§ WHAT IS REQUIRED:
Each line of the listing that contains the word "edges" is to be copied.

§ EXERCISE INPUT:
=-=-=

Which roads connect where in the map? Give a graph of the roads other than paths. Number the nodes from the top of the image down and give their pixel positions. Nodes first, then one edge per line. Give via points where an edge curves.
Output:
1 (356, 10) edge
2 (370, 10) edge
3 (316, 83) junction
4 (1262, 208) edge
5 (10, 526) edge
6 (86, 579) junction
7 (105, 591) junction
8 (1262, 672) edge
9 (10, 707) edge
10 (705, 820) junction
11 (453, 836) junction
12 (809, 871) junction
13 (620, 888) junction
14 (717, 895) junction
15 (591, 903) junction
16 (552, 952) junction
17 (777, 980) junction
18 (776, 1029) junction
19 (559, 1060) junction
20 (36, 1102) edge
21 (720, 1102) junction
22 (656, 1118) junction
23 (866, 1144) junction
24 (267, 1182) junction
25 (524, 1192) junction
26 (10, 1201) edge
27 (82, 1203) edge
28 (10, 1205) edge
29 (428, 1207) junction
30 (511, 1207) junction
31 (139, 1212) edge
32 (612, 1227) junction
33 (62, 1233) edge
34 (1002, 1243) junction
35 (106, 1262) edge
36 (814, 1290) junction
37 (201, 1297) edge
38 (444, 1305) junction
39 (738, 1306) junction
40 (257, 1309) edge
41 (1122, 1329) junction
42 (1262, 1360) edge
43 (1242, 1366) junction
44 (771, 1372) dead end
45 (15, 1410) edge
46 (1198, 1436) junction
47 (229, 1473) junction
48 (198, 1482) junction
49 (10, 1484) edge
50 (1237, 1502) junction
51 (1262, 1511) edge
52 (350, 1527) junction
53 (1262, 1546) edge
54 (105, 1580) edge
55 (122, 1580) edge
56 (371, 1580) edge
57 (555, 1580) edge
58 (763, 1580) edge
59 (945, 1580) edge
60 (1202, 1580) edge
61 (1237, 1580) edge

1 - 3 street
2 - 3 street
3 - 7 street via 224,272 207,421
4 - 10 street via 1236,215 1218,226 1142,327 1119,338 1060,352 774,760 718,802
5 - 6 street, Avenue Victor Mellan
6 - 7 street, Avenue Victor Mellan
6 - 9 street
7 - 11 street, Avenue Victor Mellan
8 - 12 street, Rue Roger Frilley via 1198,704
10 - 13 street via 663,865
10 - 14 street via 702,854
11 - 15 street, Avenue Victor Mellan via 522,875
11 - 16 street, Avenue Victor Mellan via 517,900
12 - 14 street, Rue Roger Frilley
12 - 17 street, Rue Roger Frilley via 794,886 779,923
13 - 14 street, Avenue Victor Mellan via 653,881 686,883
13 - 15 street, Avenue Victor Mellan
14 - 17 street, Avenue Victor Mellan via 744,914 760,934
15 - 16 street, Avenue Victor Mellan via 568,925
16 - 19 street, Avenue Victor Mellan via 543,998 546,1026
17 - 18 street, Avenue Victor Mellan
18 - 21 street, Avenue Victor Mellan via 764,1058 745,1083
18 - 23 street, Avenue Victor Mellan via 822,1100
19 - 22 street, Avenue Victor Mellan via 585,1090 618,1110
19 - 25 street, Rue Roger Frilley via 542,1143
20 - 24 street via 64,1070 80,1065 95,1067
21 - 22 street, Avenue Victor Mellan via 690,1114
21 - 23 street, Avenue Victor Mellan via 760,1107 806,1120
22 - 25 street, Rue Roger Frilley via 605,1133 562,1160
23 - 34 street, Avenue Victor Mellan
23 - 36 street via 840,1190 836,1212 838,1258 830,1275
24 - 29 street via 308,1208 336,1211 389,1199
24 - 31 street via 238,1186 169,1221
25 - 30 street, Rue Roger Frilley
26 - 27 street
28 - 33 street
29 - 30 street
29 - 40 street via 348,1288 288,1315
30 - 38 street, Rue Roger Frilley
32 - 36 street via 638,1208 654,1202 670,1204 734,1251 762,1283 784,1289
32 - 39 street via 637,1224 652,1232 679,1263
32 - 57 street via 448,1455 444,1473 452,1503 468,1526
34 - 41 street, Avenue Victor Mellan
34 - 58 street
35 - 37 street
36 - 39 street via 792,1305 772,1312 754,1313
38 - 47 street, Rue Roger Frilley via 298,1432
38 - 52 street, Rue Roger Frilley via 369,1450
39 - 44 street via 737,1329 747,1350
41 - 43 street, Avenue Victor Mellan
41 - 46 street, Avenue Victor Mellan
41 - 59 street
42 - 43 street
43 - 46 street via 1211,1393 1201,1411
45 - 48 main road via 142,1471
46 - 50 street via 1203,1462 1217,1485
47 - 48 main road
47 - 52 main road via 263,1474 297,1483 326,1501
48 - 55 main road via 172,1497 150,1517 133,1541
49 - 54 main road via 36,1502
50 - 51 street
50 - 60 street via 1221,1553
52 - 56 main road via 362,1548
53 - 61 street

=-=-=

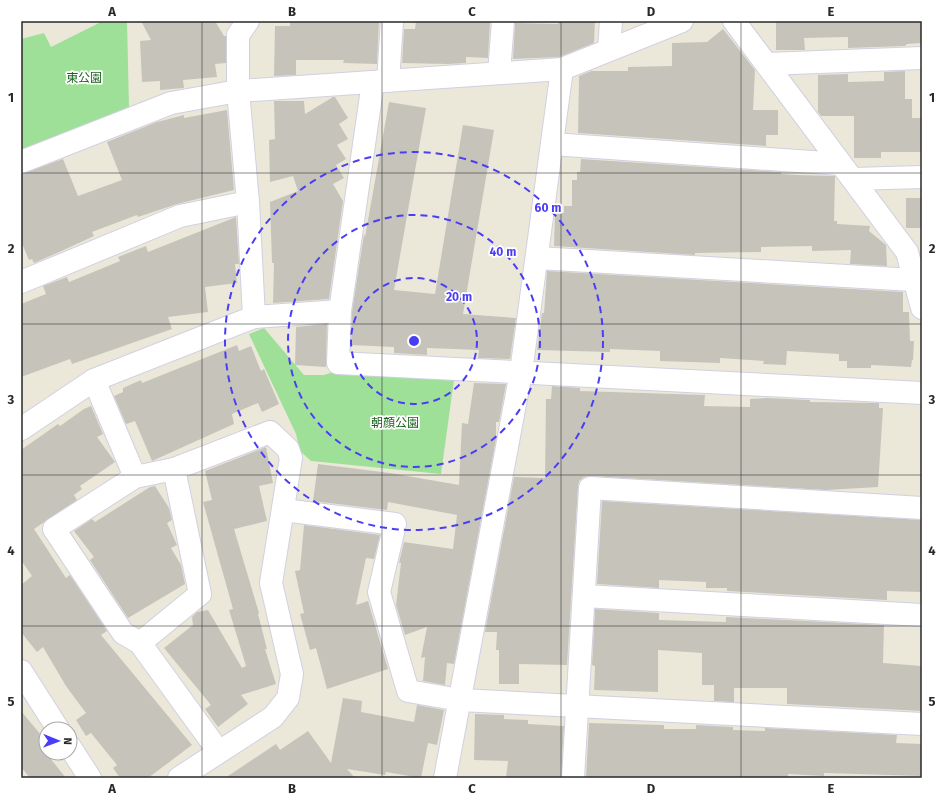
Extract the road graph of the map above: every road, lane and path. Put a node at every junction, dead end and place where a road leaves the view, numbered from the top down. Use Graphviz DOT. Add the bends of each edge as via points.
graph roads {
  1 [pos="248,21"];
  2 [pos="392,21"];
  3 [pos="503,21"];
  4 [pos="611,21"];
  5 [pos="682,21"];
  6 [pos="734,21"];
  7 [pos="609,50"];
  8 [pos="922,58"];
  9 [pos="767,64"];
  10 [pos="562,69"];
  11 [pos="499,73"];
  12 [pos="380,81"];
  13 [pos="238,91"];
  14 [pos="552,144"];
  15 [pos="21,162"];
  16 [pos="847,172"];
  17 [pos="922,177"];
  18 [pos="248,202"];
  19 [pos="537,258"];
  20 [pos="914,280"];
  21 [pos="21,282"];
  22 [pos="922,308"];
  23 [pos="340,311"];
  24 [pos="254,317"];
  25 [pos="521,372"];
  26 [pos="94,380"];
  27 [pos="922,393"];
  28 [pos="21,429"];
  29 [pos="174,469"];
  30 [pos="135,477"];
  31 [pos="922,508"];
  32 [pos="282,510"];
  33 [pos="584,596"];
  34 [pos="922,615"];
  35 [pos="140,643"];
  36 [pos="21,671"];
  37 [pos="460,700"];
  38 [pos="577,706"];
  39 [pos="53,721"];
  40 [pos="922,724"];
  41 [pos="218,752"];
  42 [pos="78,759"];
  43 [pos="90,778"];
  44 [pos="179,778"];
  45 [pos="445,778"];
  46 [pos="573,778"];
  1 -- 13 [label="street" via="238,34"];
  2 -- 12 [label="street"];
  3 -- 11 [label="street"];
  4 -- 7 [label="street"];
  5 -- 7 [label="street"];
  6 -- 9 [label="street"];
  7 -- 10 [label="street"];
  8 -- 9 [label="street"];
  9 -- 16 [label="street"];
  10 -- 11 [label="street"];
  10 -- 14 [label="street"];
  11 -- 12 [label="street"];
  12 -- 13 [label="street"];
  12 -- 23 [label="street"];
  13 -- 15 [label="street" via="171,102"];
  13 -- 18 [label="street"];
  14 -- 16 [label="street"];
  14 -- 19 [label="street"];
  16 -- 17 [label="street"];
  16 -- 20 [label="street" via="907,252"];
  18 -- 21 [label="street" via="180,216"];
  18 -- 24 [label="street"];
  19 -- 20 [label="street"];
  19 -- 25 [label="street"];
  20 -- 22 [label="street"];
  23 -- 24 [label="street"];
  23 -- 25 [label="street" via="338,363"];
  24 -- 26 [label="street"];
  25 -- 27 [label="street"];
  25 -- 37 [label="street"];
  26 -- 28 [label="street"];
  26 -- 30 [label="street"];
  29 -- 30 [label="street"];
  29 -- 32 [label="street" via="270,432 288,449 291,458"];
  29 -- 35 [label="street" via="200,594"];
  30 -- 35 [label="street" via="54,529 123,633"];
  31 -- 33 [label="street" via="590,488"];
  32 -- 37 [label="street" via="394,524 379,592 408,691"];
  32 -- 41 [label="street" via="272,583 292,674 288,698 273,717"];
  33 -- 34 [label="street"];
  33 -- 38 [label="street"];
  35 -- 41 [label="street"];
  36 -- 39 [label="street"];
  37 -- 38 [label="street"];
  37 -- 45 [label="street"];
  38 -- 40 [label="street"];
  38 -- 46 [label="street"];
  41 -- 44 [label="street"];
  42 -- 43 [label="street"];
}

=-=-=

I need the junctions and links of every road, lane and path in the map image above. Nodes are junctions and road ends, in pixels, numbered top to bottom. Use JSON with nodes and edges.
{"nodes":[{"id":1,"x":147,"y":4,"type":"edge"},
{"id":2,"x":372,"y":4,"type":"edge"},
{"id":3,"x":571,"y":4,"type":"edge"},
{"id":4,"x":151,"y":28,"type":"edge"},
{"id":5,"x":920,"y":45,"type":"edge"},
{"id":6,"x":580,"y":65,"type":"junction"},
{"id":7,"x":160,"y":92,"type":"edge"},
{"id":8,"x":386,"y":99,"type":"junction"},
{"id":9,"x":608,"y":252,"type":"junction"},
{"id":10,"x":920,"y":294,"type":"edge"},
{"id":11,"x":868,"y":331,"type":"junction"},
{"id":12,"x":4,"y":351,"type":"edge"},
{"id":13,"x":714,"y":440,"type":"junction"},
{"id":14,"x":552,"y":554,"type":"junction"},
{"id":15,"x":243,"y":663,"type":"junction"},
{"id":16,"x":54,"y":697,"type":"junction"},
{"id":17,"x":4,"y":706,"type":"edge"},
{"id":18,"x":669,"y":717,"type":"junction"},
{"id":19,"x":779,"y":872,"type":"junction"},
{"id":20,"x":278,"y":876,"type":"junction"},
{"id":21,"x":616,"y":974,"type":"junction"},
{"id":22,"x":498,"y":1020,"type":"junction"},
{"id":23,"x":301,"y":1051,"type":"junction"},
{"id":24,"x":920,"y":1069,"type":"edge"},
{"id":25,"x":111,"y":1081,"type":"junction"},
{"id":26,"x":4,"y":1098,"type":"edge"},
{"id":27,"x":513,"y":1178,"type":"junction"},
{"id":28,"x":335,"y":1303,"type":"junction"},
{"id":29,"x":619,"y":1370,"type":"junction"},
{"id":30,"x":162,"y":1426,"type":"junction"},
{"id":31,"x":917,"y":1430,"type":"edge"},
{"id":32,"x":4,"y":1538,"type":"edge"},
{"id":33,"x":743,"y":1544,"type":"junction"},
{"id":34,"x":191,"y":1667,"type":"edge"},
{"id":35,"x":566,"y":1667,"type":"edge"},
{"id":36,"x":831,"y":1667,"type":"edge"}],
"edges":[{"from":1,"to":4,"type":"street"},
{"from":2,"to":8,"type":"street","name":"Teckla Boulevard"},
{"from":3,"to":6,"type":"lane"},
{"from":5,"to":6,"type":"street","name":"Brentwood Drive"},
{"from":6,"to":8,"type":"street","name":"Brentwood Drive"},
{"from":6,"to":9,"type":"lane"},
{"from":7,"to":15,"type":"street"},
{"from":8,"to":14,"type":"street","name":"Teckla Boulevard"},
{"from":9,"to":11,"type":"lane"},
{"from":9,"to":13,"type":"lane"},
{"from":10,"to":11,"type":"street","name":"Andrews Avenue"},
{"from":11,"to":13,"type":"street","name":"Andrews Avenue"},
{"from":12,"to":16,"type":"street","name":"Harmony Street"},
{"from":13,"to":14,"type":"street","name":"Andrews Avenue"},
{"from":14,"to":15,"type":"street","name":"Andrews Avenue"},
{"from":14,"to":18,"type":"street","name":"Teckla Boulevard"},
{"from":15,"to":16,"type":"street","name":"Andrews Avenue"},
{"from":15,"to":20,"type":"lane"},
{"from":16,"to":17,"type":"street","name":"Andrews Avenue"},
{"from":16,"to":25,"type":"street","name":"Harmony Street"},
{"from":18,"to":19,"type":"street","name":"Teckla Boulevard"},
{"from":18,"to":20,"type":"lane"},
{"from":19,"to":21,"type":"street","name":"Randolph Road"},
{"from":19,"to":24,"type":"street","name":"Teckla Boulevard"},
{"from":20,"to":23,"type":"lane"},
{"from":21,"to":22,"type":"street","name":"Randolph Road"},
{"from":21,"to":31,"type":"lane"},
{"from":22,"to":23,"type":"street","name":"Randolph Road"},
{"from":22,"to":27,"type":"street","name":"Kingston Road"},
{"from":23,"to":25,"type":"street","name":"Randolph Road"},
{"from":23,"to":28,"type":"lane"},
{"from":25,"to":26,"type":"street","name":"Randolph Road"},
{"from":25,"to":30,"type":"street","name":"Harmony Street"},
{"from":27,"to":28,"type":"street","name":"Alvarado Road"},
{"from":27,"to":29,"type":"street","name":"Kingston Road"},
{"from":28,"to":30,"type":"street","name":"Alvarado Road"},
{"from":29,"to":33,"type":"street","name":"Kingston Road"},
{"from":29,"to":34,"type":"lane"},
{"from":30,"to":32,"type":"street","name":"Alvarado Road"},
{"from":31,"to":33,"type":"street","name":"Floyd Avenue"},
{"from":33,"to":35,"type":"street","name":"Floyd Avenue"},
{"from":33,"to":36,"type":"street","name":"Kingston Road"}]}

=-=-=

§ RESPONSE AREA:
I need the junctions and links of every road, lane and path in the map image above. Nodes are junctions and road ends, in pixels, numbered top to bottom. Use JSON with nodes and edges.
"edges":[{"from":1,"to":4,"type":"street"},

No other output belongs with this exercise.